The Rheological Properties, Micro-mechanism and Anti-aging Performance of Furfural Extract Oil and Organic Bentonite Composite Recycled Asphalt
摘要
To address the issues of uneven performance recovery, difficulty in balancing high and low-temperature properties, and poor compatibility with asphalt in existing rejuvenators, this study proposes the use of furfural extracted oil (FEO) for asphalt regeneration. However, the research results demonstrate that adding FEO to asphalt reduces its anti-aging ability. Previous studies have shown that the addition of organic bentonite (OBT) to asphalt enhances its anti-aging properties due to the layered structure of the bentonite. Therefore, this study aims to regenerate aged asphalt with FEO and OBT while simultaneously improving the anti-aging performance of the regenerated asphalt. Basic physical properties of the composite regenerated asphalt were compared using penetration, softening point, and ductility tests for three different OBTs: FHGEL-205B, HFGEL-120, and BP-183. The rheological characteristics were tested using dynamic shear rheological tests and bending beam rheological tests. Anti-aging ability was evaluated through residual penetration, softening point difference, and rheological fatigue aging index. Finally, Fourier-transform infrared spectroscopy (FTIR) and X-ray diffraction (XRD) experiments were conducted to analyze the regeneration mechanism. The comparative analysis of the experimental results showed that the composite regenerated asphalt with 3% OBT FHGEL-205B and FEO exhibited the best overall performance.
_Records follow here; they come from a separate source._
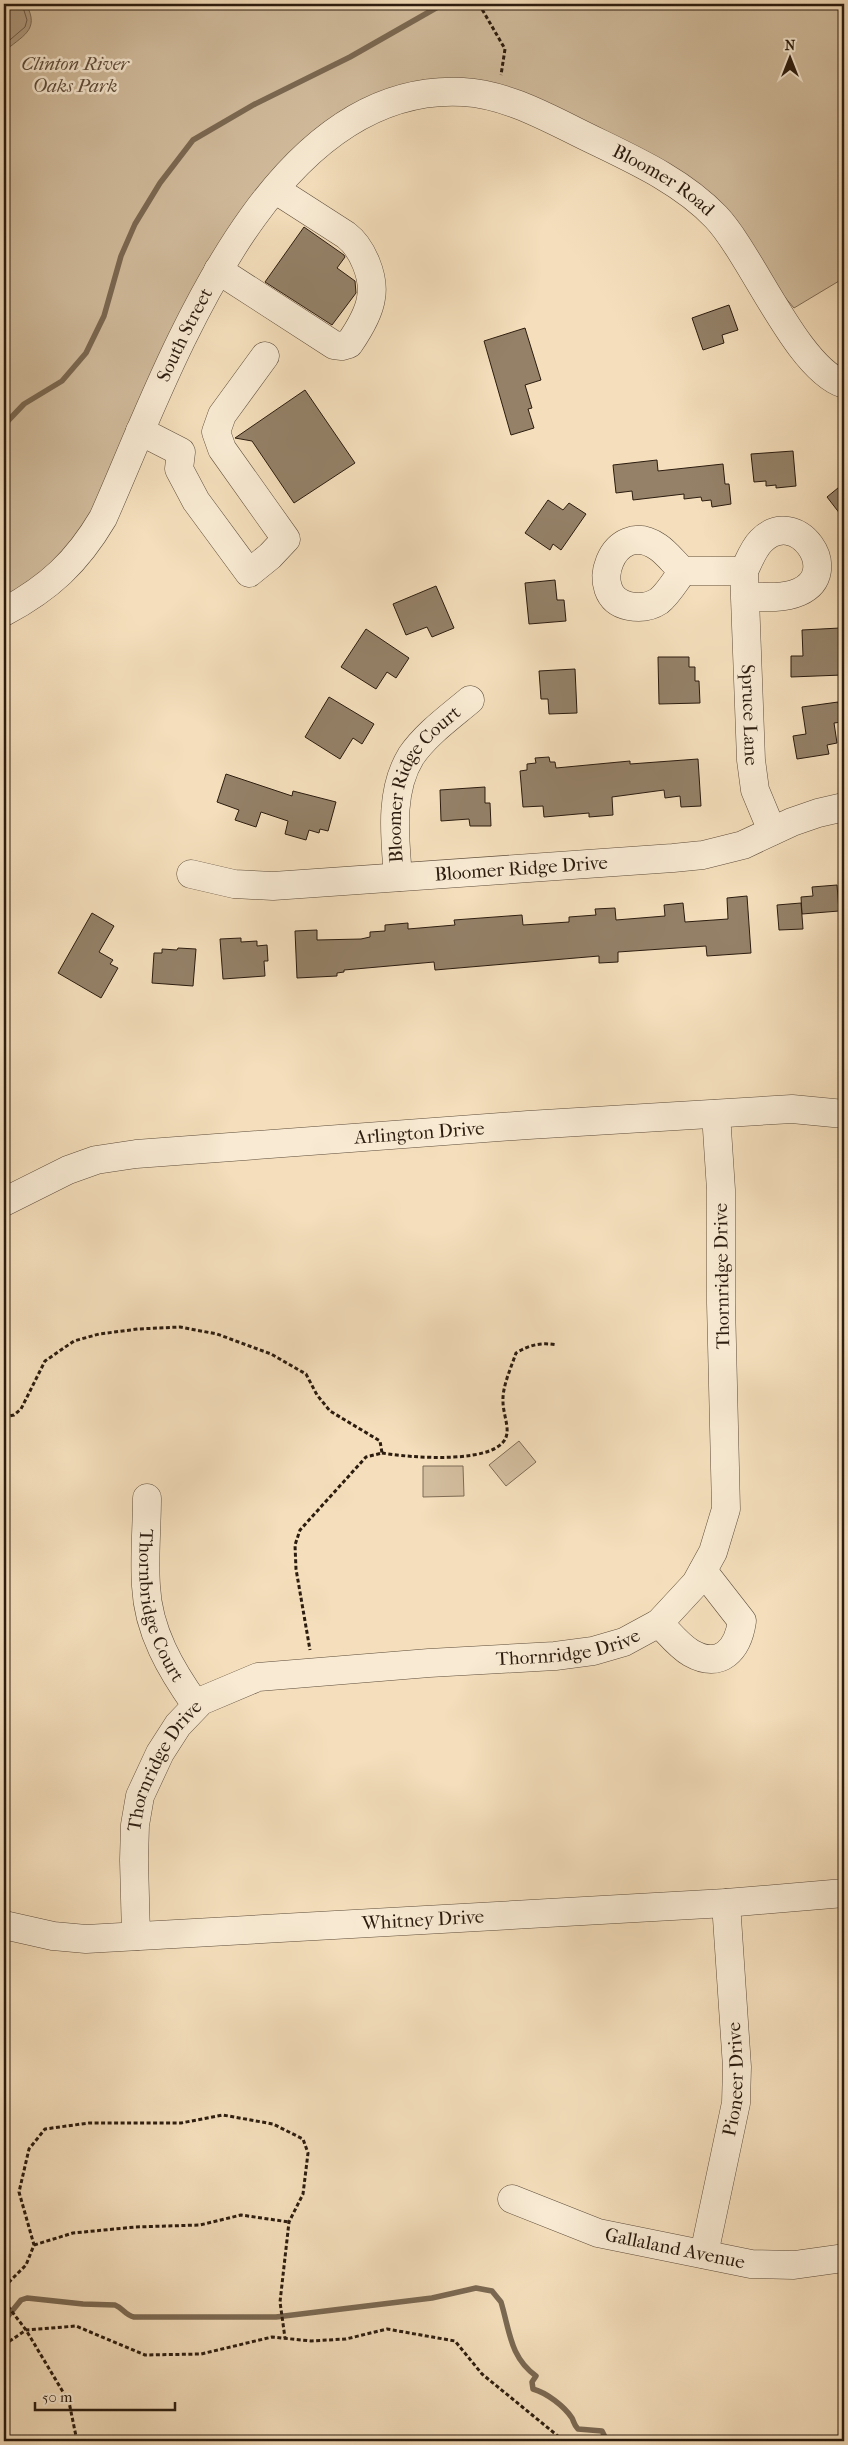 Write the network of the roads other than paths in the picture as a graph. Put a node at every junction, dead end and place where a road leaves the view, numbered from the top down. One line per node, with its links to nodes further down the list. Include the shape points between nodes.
1 (409, 96): 2 (street, South Street, via 371,109 333,132 311,150); 5 (street, Bloomer Road, via 464,92 498,98 544,115 659,175 715,216 735,240 794,336 827,375)
2 (276, 190): 3 (street, South Street); 3 (street, via 346,234 360,249 368,272 371,299 349,344 334,344)
3 (218, 270): 6 (street, South Street)
4 (265, 356): 7 (street, via 222,415)
5 (844, 384)
6 (140, 431): 8 (street); 10 (street, South Street, via 103,518 90,540 63,573)
7 (216, 432): 8 (street); 8 (street, via 222,449 286,539 249,572 196,501 179,469)
8 (182, 452)
9 (683, 571): 13 (street, Spruce Lane, via 745,584 751,760 755,790)
10 (4, 612)
11 (470, 700): 15 (street, Bloomer Ridge Court, via 412,755 401,776 394,817)
12 (844, 807): 13 (street, Bloomer Ridge Drive, via 818,813)
13 (772, 831): 15 (street, Bloomer Ridge Drive, via 743,845 703,855)
14 (191, 874): 15 (street, Bloomer Ridge Drive, via 234,884 273,886)
15 (398, 877)
16 (716, 1114): 17 (street, Arlington Drive, via 792,1109); 18 (street, Arlington Drive, via 136,1154 96,1160 68,1170); 20 (street, Thornridge Drive, via 721,1190 727,1492 726,1509 713,1552)
17 (844, 1114)
18 (4, 1202)
19 (147, 1498): 22 (street, Thornbridge Court, via 146,1586 149,1612 170,1665)
20 (703, 1571): 21 (street, Thornridge Drive); 21 (street, via 742,1621 740,1638 733,1650 708,1658 692,1653)
21 (660, 1623): 22 (street, Thornridge Drive, via 624,1642 593,1651 258,1677)
22 (196, 1705): 26 (street, Thornridge Drive, via 160,1753 140,1796 135,1825)
23 (844, 1893): 24 (street, Whitney Drive)
24 (726, 1902): 26 (street, Whitney Drive); 28 (street, Pioneer Drive, via 737,2067 736,2103)
25 (4, 1925): 26 (street, Whitney Drive, via 53,1936 86,1939)
26 (136, 1936)
27 (512, 2199): 28 (street, Gallaland Avenue, via 598,2233)
28 (704, 2254): 29 (street, Gallaland Avenue, via 751,2264 794,2265)
29 (844, 2258) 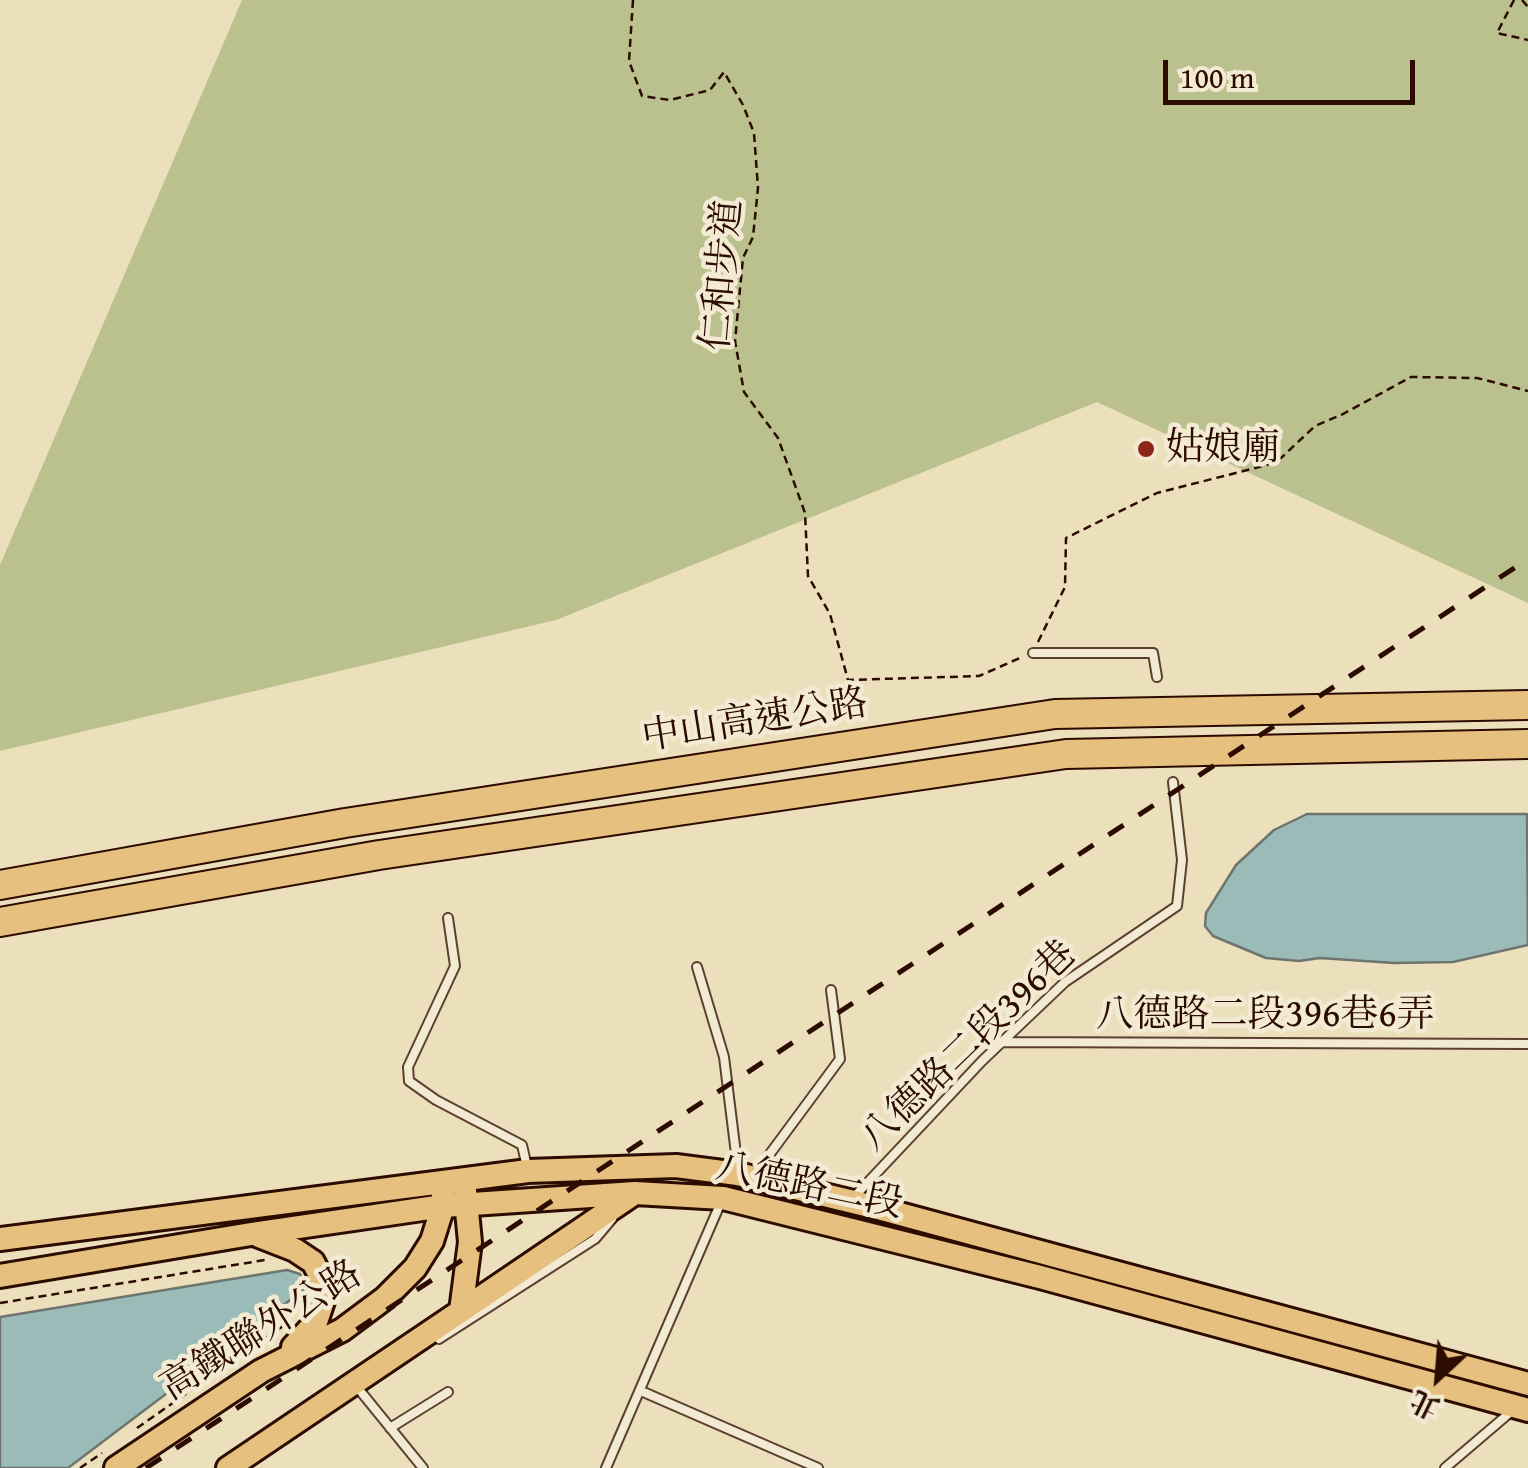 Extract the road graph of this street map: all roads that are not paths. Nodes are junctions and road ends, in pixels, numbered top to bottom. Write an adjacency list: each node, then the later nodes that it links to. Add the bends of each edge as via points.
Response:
1 (1033, 653): 2 (lane, via 1153,654)
2 (1158, 678)
3 (1528, 705): 6 (highway, 中山高速公路, via 1054,714 345,823)
4 (1528, 744): 8 (highway, 中山高速公路, via 1066,754 380,855)
5 (1173, 782): 11 (lane, 八德路二段396巷, via 1182,860 1177,906 1065,982)
6 (0, 885)
7 (448, 918): 13 (lane, via 455,966 408,1068 409,1080 522,1145)
8 (0, 922)
9 (697, 967): 14 (lane, via 724,1056)
10 (831, 990): 14 (lane, via 840,1059)
11 (1003, 1042): 12 (lane, 八德路二段396巷6弄); 18 (lane, 八德路二段396巷)
12 (1528, 1044)
13 (528, 1171): 14 (main road, 八德路二段, via 676,1166); 16 (main road, 八德路二段)
14 (745, 1176): 18 (main road, 八德路二段)
15 (635, 1193): 16 (main road, 八德路二段); 17 (main road, 八德路二段); 22 (main road); 25 (lane, via 594,1239)
16 (454, 1194): 19 (main road, 八德路二段); 20 (main road, 八德路二段); 22 (main road, via 470,1242); 23 (main road, 高鐵聯外公路, via 415,1268 385,1298 342,1330)
17 (723, 1198): 26 (lane); 28 (main road, 八德路二段)
18 (850, 1201): 24 (main road, 八德路二段)
19 (251, 1234): 21 (main road, 八德路二段); 23 (main road, via 295,1250 323,1280 316,1322)
20 (0, 1240)
21 (0, 1276)
22 (462, 1312): 25 (main road)
23 (261, 1371): 30 (main road, 高鐵聯外公路)
24 (1528, 1384)
25 (357, 1387): 29 (lane); 32 (main road)
26 (641, 1390): 31 (lane); 34 (lane)
27 (448, 1392): 29 (lane)
28 (1522, 1408): 36 (lane)
29 (390, 1428): 33 (lane)
30 (114, 1457)
31 (806, 1466): 35 (lane)
32 (228, 1468)
33 (423, 1468)
34 (606, 1468)
35 (818, 1468)
36 (1446, 1468)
Its softening point was 1.7 °C higher than that of the FEO regenerated asphalt and 1 °C higher than the base asphalt, while its ductility was 64 cm higher than that of the base asphalt. The experimental results also indicated that the anti-aging ability of FEO regenerated asphalt decreased by 14% compared to base asphalt, but after adding 3% OBT FHGEL-205B, the anti-aging ability of the regenerated asphalt increased by 35%. This study effectively resolves the issues associated with traditional rejuvenators, avoiding the weakening of high-temperature deformation resistance when improving low-temperature crack resistance. It overcomes the adverse effects of single FEO on the anti-aging performance of regenerated asphalt. Additionally, the study delves into the regeneration mechanism and anti-aging mechanisms based on chemical property changes, laying a theoretical foundation for future research.